Start of RECORD EXTRACTS

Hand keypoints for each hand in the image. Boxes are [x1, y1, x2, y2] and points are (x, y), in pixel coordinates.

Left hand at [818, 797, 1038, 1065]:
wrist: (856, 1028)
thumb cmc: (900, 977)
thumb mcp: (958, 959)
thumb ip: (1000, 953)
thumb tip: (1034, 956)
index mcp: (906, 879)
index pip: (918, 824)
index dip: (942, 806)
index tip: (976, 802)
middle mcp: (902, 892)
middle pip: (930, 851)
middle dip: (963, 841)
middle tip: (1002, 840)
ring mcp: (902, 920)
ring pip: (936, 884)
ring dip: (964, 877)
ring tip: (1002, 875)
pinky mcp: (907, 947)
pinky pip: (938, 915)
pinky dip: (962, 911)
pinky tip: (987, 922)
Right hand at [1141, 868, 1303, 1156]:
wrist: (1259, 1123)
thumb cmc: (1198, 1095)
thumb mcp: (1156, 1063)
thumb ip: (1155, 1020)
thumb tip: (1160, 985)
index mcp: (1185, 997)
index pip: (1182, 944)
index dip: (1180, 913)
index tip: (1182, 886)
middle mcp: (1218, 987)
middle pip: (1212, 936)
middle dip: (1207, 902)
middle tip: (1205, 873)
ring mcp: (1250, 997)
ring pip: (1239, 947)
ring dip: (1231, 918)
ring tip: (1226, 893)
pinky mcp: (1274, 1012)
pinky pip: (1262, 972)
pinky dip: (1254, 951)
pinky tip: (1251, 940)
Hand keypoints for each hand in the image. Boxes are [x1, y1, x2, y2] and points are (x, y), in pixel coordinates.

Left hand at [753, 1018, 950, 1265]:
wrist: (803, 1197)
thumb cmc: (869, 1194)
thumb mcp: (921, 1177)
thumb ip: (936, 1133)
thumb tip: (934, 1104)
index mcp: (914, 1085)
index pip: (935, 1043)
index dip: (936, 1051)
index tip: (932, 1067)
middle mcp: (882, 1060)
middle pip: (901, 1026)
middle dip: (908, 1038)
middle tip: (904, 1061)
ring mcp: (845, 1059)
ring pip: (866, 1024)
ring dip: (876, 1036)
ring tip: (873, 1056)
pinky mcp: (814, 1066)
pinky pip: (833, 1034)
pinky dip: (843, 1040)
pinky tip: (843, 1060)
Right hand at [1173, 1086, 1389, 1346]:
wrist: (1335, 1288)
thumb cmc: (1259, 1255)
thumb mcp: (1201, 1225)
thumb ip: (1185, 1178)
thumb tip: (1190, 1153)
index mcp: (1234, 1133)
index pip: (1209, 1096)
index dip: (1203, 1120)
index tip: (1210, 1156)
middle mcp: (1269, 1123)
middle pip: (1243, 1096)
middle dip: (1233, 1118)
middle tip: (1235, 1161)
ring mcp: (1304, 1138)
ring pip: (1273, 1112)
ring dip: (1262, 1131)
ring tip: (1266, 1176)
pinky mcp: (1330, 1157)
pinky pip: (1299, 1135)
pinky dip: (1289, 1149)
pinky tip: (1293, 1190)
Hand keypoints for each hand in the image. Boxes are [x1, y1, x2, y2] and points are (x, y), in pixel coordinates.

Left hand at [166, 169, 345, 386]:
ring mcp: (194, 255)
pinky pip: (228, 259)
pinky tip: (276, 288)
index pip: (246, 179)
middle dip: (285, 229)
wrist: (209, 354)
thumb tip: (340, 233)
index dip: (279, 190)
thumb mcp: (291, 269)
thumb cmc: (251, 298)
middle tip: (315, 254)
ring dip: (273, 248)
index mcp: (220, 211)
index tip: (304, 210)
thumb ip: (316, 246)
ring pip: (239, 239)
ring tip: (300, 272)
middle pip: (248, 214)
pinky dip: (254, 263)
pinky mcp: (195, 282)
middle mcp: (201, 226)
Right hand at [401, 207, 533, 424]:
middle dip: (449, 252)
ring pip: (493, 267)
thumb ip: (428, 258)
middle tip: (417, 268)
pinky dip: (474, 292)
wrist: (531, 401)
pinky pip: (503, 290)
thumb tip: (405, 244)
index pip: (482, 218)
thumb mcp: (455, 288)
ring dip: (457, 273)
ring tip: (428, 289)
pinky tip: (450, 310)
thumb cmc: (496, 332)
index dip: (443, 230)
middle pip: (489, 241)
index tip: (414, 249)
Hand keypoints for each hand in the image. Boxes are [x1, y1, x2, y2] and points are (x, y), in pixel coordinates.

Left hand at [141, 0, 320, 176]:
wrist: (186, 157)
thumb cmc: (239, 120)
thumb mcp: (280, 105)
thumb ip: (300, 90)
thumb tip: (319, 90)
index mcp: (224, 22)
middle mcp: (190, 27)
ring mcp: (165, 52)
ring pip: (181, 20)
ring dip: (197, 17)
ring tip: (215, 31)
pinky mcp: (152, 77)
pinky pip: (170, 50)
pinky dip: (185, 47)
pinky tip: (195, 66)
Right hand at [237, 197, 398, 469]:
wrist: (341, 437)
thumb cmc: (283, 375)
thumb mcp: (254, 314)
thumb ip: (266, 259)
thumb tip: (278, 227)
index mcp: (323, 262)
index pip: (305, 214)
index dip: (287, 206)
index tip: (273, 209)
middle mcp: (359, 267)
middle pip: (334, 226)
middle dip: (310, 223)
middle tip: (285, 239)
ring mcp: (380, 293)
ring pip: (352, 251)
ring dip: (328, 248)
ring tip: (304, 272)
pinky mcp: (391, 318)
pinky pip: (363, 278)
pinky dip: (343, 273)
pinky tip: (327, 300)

End of RECORD EXTRACTS

# TASK GOAL
Set down only these lines, exactly: the one containing "thumb cmc: (496, 332)" and each line after it through the end of the entries above.

# ANSWER TO THE PROBLEM
thumb cmc: (496, 332)
index dip: (443, 230)
middle pip: (489, 241)
index tip: (414, 249)
Hand keypoints for each hand in the image. Boxes are [x1, y1, x2, y2] and points are (x, y), in pixel coordinates.

Left hand at [141, 0, 320, 176]:
wrist: (186, 157)
thumb cmc: (239, 120)
thumb mcp: (280, 105)
thumb ip: (300, 90)
thumb tip: (319, 90)
index mcp: (224, 22)
middle mcp: (190, 27)
ring mcp: (165, 52)
ring pip: (181, 20)
ring dip: (197, 17)
ring tip: (215, 31)
pinky mcp: (152, 77)
pinky pip: (170, 50)
pinky dip: (185, 47)
pinky tip: (195, 66)
Right hand at [237, 197, 398, 469]:
wrist: (341, 437)
thumb cmc: (283, 375)
thumb mcp: (254, 314)
thumb ip: (266, 259)
thumb tip: (278, 227)
index mcp: (323, 262)
index pip: (305, 214)
index dip: (287, 206)
index tip: (273, 209)
middle mcp: (359, 267)
middle pip: (334, 226)
middle dip: (310, 223)
middle tip: (285, 239)
ring mcp: (380, 293)
ring pip: (352, 251)
ring dip: (328, 248)
ring tip: (304, 272)
pinky mcp: (391, 318)
pinky pip: (363, 278)
pinky dip: (343, 273)
pinky tip: (327, 300)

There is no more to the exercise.